The Science Of Climate Change
The changing climate
The natural greenhouse effect keeps the planet 33°C warmer than it would otherwise be, allowing the earth to sustain life. Over the last 200 years human activities have resulted in emissions of greenhouse gases, (primarily carbon dioxide from the burning of fossil fuels), which have altered the composition of the atmosphere and caused an ‘enhanced’ greenhouse effect. As a result the earth’s temperature is rising and this, in turn, is changing the climate.
The Framework Convention on Climate Change
Using computer models, the Intergovernmental Panel on Climate Change (IPCC) has projected that if human interference continues to alter the composition of the atmosphere, average surface temperatures could rise between 2 and 3 °C globally over the next 100 years. This unprecedented rate of climatic change would cause significant damage to ecological systems and economies on a global scale.
In response to these climate projections the United Nations Framework Convention on Climate Change (Climate Convention) was adopted by the Intergovernmental Negotiating Committee and signed by 162 countries at the Rio Earth Summit in 1992.
The Climate Convention is a blueprint for precautionary action against the threat of global climate change. Its ultimate objective is to:
‘achieve stabilisation of greenhouse gas concentrations in the atmosphere at a level that would prevent dangerous anthropogenic (human made) interference with the climate system.
Such a level should be achieved within a timeframe sufficient to allow ecosystems to adapt naturally to climate change, to ensure that food production is not threatened and to enable economic development to proceed in a sustainable manner.’
To achieve these objectives requires limits to both the total amount of change and the rate at which it happens.
Setting limits
The United Nation’s AGGG – Advisory Group on Greenhouse Gases – worked out ‘targets and indicators’ for climate change in 1990. The ‘indicators’ set limits to the total amounts of temperature rise and sea level rise on the basis of known behaviour of ecosystems. In other words, what level of change nature can tolerate, or ‘ecological limits’.
The AGGG report identified these indicators to ‘protect both ecosystems as well as human systems’.
Sea -level rise
Maximum rate of rise 20 – 50mm per decade
Maximum 0.2 – 0.5 metres above 1990 global mean sea-level
The lower rate of rise – 20mm per decade - would permit the vast majority of vulnerable ecosystems, such as natural wetlands and coral reefs to adapt. Beyond this rate, damage to ecosystems will rise rapidly.
Global mean temperature
Maximum rate of 0.1°C per decade
Maximum temperature increase of 1.0°C
2.0° C was ‘viewed as an upper limit beyond which the risks of grave damage to ecosystems and of non-linear responses are expected to increase rapidly’.

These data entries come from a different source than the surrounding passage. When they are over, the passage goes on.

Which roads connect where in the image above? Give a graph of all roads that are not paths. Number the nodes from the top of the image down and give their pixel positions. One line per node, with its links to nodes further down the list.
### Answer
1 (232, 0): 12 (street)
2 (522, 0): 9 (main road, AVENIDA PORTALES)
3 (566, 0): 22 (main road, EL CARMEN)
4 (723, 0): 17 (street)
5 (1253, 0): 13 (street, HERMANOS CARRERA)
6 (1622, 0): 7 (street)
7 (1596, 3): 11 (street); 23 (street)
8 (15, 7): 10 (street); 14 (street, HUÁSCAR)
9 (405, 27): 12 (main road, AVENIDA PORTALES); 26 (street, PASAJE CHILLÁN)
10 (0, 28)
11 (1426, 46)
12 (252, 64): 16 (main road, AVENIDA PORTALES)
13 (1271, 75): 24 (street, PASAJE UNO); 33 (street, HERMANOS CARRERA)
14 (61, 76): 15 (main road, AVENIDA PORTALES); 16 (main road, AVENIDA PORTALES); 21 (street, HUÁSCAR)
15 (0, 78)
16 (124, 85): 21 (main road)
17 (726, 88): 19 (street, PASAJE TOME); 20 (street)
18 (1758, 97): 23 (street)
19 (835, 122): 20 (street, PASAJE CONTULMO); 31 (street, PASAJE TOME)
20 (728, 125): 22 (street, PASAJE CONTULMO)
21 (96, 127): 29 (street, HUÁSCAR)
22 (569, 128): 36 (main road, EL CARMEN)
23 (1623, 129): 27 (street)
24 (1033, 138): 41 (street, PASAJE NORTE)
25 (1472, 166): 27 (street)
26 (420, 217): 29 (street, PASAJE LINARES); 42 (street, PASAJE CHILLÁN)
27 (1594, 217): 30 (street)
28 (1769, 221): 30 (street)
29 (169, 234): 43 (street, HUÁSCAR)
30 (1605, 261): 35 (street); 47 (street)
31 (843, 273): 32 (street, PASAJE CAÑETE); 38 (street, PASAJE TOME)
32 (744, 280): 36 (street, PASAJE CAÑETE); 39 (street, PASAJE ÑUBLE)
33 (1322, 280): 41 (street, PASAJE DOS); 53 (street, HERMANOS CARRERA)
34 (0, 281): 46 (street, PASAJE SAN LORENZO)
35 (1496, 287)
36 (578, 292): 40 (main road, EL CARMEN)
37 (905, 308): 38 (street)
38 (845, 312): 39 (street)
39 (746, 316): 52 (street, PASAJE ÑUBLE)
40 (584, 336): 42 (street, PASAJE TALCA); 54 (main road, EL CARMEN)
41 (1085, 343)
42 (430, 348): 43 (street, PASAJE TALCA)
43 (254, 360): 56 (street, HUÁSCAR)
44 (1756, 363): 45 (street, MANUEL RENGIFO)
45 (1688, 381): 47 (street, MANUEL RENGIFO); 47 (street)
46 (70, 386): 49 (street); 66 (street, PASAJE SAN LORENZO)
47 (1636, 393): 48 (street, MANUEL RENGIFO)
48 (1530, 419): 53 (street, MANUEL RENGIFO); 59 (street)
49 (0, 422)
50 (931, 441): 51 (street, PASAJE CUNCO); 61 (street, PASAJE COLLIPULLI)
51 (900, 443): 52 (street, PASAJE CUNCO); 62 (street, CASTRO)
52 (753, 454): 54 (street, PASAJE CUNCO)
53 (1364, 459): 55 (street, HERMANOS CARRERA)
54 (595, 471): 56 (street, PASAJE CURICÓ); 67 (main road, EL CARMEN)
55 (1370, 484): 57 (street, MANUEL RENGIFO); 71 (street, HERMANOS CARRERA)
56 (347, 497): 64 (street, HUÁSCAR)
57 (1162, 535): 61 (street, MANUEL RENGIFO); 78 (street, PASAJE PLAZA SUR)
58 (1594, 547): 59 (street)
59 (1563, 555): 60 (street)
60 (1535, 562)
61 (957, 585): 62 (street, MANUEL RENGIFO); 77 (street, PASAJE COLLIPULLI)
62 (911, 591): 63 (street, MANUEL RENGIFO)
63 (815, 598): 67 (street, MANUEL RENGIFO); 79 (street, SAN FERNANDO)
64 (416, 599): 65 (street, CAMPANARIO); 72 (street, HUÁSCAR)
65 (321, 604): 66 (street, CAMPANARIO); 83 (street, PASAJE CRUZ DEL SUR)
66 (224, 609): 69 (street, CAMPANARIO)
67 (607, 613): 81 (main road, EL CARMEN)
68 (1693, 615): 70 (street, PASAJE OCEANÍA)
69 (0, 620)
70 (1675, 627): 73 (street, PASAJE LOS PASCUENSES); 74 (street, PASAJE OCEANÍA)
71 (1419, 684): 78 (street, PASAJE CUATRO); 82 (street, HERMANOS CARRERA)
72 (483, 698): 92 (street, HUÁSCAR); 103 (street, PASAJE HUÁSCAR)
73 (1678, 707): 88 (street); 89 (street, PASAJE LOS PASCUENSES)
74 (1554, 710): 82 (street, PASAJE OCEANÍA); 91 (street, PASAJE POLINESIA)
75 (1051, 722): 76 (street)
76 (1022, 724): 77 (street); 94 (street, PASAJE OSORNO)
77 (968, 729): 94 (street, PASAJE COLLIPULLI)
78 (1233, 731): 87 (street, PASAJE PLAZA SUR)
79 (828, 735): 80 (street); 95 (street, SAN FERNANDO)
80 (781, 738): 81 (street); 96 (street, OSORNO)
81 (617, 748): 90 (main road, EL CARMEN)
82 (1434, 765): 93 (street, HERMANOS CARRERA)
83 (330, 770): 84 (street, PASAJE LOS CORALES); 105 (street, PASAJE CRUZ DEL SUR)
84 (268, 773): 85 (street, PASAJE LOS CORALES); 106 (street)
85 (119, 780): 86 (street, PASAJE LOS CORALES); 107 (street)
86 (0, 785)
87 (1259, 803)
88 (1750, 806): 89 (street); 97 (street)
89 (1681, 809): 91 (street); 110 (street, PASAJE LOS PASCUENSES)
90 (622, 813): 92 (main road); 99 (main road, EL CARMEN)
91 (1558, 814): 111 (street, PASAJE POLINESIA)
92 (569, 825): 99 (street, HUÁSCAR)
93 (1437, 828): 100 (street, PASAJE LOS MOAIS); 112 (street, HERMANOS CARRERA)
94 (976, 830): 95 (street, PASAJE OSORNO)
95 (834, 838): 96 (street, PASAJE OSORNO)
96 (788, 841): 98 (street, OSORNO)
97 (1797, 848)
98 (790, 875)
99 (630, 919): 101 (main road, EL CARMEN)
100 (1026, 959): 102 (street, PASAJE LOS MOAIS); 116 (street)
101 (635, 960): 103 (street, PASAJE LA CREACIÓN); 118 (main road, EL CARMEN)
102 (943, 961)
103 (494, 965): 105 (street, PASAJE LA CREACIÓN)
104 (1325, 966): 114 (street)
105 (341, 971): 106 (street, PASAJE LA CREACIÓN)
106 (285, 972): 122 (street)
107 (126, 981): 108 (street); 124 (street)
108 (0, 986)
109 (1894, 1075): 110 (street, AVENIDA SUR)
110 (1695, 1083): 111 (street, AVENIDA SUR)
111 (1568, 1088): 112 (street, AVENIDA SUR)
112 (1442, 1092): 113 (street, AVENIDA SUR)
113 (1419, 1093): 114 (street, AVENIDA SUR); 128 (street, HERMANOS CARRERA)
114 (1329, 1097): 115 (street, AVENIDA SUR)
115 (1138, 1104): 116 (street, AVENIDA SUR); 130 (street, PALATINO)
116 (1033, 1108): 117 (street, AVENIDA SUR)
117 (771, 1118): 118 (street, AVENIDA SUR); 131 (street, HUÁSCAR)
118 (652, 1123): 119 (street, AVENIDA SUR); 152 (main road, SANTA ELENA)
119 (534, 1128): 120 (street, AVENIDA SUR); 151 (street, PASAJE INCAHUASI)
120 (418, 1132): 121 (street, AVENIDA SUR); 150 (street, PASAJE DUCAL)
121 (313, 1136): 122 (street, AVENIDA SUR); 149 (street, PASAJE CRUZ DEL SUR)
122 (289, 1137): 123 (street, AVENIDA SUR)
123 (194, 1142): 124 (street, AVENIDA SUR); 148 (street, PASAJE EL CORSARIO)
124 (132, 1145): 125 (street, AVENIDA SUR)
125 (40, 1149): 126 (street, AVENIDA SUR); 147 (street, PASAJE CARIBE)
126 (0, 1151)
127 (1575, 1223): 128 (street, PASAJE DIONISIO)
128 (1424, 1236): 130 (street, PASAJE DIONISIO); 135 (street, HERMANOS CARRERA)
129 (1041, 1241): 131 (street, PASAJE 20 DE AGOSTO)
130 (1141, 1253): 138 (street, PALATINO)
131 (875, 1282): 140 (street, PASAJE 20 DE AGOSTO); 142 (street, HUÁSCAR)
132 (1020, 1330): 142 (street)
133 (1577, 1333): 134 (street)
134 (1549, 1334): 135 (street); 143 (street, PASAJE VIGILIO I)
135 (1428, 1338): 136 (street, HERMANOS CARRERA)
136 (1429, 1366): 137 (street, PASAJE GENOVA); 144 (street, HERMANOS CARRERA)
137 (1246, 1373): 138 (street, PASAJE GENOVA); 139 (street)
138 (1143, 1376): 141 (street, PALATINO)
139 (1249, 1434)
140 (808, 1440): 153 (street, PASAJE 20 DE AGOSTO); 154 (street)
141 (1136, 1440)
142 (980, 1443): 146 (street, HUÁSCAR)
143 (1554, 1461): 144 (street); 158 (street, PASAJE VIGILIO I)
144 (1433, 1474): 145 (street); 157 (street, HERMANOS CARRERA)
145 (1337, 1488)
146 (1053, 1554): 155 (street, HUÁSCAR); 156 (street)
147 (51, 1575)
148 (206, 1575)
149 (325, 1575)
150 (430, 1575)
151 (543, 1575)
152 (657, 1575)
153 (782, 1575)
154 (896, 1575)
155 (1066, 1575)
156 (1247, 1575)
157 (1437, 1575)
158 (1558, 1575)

In view of this Greenpeace believes that the 2.0° C limit should be seen as one to be avoided by a significant margin. A long term increase in temperature of 1.0° C above pre-industrial levels, with a rate of change of 0.1° C per decade, is the absolute maximum that policy makers should accept.
Carbon budget
Working from the IPCC emissions scenarios and models it is possible to estimate a ‘budget’ for fossil fuels: how much we can extract and burn while limiting the temperature increase to 1°C. The small amount of oil, coal and gas that we can afford to burn could then be used wisely, in an ordered phase out.
Analysis of carbon cycle models suggests that to avoid dangerous climate change over the next 100 years, the total amount of carbon dioxide from the burning of fossil fuels that can be released is around 225 billion tonnes – or gigatonnes – of carbon (GtC)
If no action is taken on deforestation (which also releases carbon dioxide into the atmosphere), the amount will be lower.
Fossil fuel reserves
Reserves of oil, gas and coal identified as ‘economically recoverable’ currently stand at 1,053 GtC. This would, if burnt, lead to a 5.0°C rise in temperature.
In reality ‘reserves’ are rapidly expanding due to oil, gas and coal exploration. The resource base that could be brought into reserves is 4,000 GtC.
Carbon logic
The 225 GtC ‘carbon budget’ is vastly exceeded by known fossil fuel reserves.
At current rates of fossil fuel energy use, the budget e.g. 225 GtC, will be exceeded in 40 years globally.
At current rates of increase in energy use (about 2% per annum) the budget will be exceeded in 30 years.
The logic of this is that 75% of the known, economically recoverable reserves of conventional fossil fuels (as carbon) can never be used as fuel.
If this is considered in terms of the actual resources of oil, coal and gas and other fossil fuels, 95% must remain in the ground.
So logic dictates that fossil fuels must be phased out. Given the size of the oil, coal and gas industry it is clear that governments have never before had to face such a task and are not giving it serious consideration.